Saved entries

+ + + +

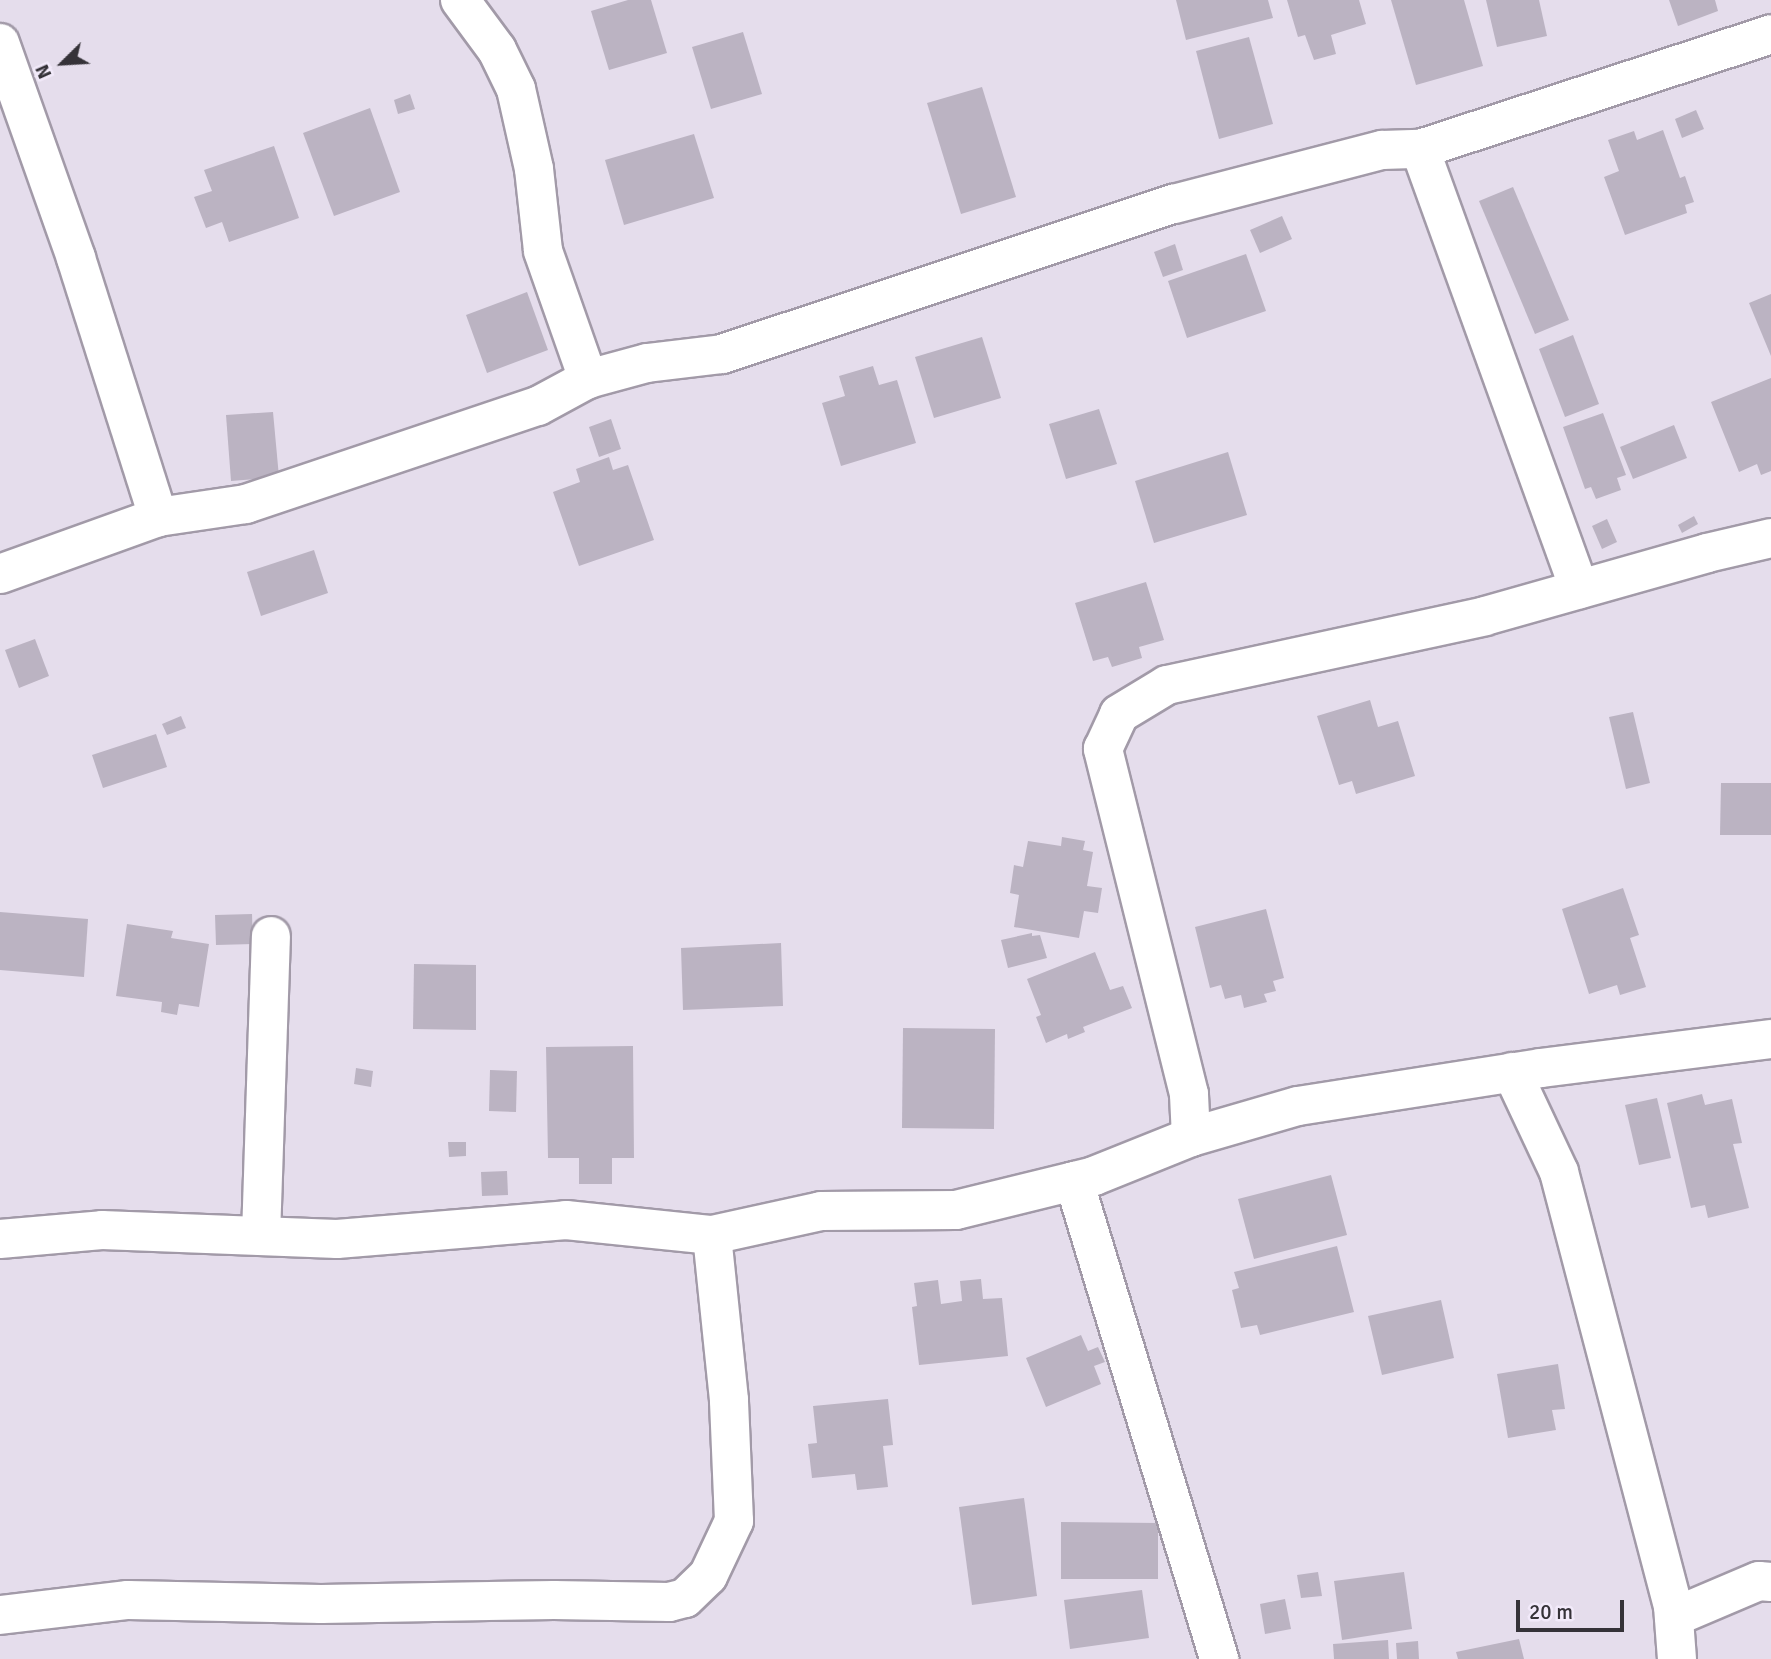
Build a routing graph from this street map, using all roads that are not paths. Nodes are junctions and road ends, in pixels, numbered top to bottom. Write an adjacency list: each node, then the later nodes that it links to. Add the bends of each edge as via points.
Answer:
1 (460, 0): 5 (street, via 497,50 516,89 534,169 543,251)
2 (1771, 34): 4 (street)
3 (0, 43): 6 (street, via 76,258)
4 (1420, 149): 5 (street, via 1382,150 1174,204 722,354 647,363); 9 (street)
5 (588, 379): 6 (street, via 538,406 246,504)
6 (158, 517): 8 (street)
7 (1771, 538): 9 (street)
8 (0, 574)
9 (1579, 589): 13 (street, via 1485,616 1167,685 1119,714 1103,749 1189,1094)
10 (271, 936): 16 (street)
11 (1771, 1038): 12 (street)
12 (1512, 1072): 13 (street, via 1298,1106); 20 (street, via 1559,1172)
13 (1191, 1137): 14 (street)
14 (1074, 1181): 15 (street, via 956,1210 821,1211); 21 (street)
15 (712, 1235): 16 (street, via 566,1220 337,1239); 19 (street, via 729,1400 734,1521 708,1576 685,1598 669,1602 321,1604 128,1600)
16 (261, 1236): 17 (street, via 102,1230)
17 (0, 1239)
18 (1771, 1583): 20 (street, via 1759,1581)
19 (0, 1615)
20 (1674, 1617): 22 (street)
21 (1219, 1659)
22 (1677, 1659)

+ + + +

* **Instructions to follow**
Print all entries exactly. The images do not belong in the copy.

* **Completed task**
Build a routing graph from this street map, using all roads that are not paths. Nodes are junctions and road ends, in pixels, numbered top to bottom. Write an adjacency list: each node, then the later nodes that it links to. Add the bends of each edge as via points.
Answer:
1 (460, 0): 5 (street, via 497,50 516,89 534,169 543,251)
2 (1771, 34): 4 (street)
3 (0, 43): 6 (street, via 76,258)
4 (1420, 149): 5 (street, via 1382,150 1174,204 722,354 647,363); 9 (street)
5 (588, 379): 6 (street, via 538,406 246,504)
6 (158, 517): 8 (street)
7 (1771, 538): 9 (street)
8 (0, 574)
9 (1579, 589): 13 (street, via 1485,616 1167,685 1119,714 1103,749 1189,1094)
10 (271, 936): 16 (street)
11 (1771, 1038): 12 (street)
12 (1512, 1072): 13 (street, via 1298,1106); 20 (street, via 1559,1172)
13 (1191, 1137): 14 (street)
14 (1074, 1181): 15 (street, via 956,1210 821,1211); 21 (street)
15 (712, 1235): 16 (street, via 566,1220 337,1239); 19 (street, via 729,1400 734,1521 708,1576 685,1598 669,1602 321,1604 128,1600)
16 (261, 1236): 17 (street, via 102,1230)
17 (0, 1239)
18 (1771, 1583): 20 (street, via 1759,1581)
19 (0, 1615)
20 (1674, 1617): 22 (street)
21 (1219, 1659)
22 (1677, 1659)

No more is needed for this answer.